Salah Al-Basosy, a lawyer who was held in Kafr Al-Dawar police station, died Friday night, with his family accusing the police of wilful neglect in providing adequate medical care to him in detention.
However, the Ministry of Interior said his death came of normal causes, as he suffered from hepatitis-C. Members of Al-Basosy’s family demonstrated in front of the police station, accusing the officers of causing his death, according to the ministry. Five family members were arrested.
The 50-year-old lawyer was a father of four children, and was arrested last March, according to the Egyptian Coordination for Freedom and Rights.
Following Al-Basosy’s death, his relatives gathered around the police station chanting against the police, which caused the police forces to clash with them, leading to arrests, Al-Haqanya Law Center reported.
Al-Basosy’s family told local media that they wanted to visit him after receiving news that he suffered from intense bleeding, but the station officials claimed that his condition was stable, and refused to transfer him to a hospital.
The Beheira Security Directorate denied the accusations, stating that all prisoners who suffer from serious illnesses are transferred to the nearest hospital and are given the necessary healthcare.
Despite official reports on the existence of suitable medical care in prisons and detention centres, deaths in Egyptian police custody continue to be common, amid constant criticism from local and international NGOs.
In August, a National Council for Human Rights (NCHR) delegation that visited Tora Prison claimed they witnessed no major violations of prisoners’ rights during their visit. The delegation made only minor recommendations, including changing old beds and creating a shaded area for families queuing to visit.
The NCHR delegation had visited the prison complex following numerous reports of violations and deaths. Earlier in August, Essam Derbala, a former Al-Jamaa Al-Islamiya leader, died due to what the Islamist group claimed was intentional neglect of medical care. The authorities, however, argued that his death was caused by a sudden drop in blood pressure. Muslim Brotherhood member Farid Ismail also died amid similar accusations of intentional neglect.
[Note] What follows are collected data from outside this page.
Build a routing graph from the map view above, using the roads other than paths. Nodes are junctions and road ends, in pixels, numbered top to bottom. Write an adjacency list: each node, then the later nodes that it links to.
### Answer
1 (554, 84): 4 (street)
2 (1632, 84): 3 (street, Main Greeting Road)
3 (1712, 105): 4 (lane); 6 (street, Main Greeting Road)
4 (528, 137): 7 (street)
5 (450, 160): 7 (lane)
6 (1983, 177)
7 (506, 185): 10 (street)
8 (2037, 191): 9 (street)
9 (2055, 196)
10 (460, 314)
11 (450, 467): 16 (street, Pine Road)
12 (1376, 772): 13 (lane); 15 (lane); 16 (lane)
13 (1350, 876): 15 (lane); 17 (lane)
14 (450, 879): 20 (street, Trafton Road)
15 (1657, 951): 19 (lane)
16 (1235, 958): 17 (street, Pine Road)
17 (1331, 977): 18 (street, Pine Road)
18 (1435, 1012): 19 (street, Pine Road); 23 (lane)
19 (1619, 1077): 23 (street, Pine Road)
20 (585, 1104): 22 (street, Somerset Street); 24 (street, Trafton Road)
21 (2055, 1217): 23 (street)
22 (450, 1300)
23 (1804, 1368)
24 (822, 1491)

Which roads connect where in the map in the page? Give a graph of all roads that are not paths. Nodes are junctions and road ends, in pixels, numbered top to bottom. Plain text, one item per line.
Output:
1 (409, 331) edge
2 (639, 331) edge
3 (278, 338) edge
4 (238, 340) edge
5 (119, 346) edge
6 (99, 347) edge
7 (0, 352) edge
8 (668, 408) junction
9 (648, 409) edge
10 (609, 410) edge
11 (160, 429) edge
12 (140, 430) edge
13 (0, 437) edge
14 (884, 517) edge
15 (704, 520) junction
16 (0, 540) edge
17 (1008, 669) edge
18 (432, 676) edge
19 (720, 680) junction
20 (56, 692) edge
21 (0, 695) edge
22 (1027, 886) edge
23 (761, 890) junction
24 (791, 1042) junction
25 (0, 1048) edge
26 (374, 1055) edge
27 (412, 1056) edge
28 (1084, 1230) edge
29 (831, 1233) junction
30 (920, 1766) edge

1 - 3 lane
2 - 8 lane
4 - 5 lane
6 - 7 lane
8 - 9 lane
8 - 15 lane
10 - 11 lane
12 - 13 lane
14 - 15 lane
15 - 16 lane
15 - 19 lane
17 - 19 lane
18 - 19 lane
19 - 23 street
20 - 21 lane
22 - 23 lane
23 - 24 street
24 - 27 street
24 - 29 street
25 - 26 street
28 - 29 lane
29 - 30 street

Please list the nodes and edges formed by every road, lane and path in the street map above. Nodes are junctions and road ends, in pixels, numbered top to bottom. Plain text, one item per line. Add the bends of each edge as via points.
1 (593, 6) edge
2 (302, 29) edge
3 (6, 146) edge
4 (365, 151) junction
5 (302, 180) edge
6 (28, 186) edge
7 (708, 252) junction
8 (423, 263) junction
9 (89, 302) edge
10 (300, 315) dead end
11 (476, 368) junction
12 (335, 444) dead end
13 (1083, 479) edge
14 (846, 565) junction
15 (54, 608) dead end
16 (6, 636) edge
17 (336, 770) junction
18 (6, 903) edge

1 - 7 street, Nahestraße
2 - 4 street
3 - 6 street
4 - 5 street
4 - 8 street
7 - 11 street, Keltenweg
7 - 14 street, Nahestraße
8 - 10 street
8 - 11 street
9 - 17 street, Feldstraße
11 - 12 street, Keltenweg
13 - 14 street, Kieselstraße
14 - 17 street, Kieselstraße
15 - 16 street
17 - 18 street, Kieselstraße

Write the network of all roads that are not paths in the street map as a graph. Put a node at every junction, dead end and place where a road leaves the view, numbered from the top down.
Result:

Various NCHR members, however, criticised the visit and the way it was organised. Mohamed Abdel Qodous, an NCHR member who was part of the delegation, added that the prison administration knew of the visit beforehand and prepared for it appropriately. He wrote in a public statement: “For example, the prisoner’s family would obtain a visit permit and the administration registers it in the logs, then prevents the family from entering the prison.”
Furthermore, several members walked out of a press conference following the visit, in objection to the findings reported during the conference.
The El-Nadeem Centre for Rehabilitation of Victims of Violence documented 65 torture cases inside prisons in September, according to a report issued Friday.
The report documented cases of torture inside prisons, forced disappearances, and inadequate healthcare inside detention facilities, among other police violations towards prisoners across Egypt. The centre cited multiple sources, such as personal testimonies by the families of detainees, rights organisations statements, and news reports.
In the strongly-worded report, El Nadeem Centre urged the government to take responsibility for the health and treatment of detainees in Egyptian custody.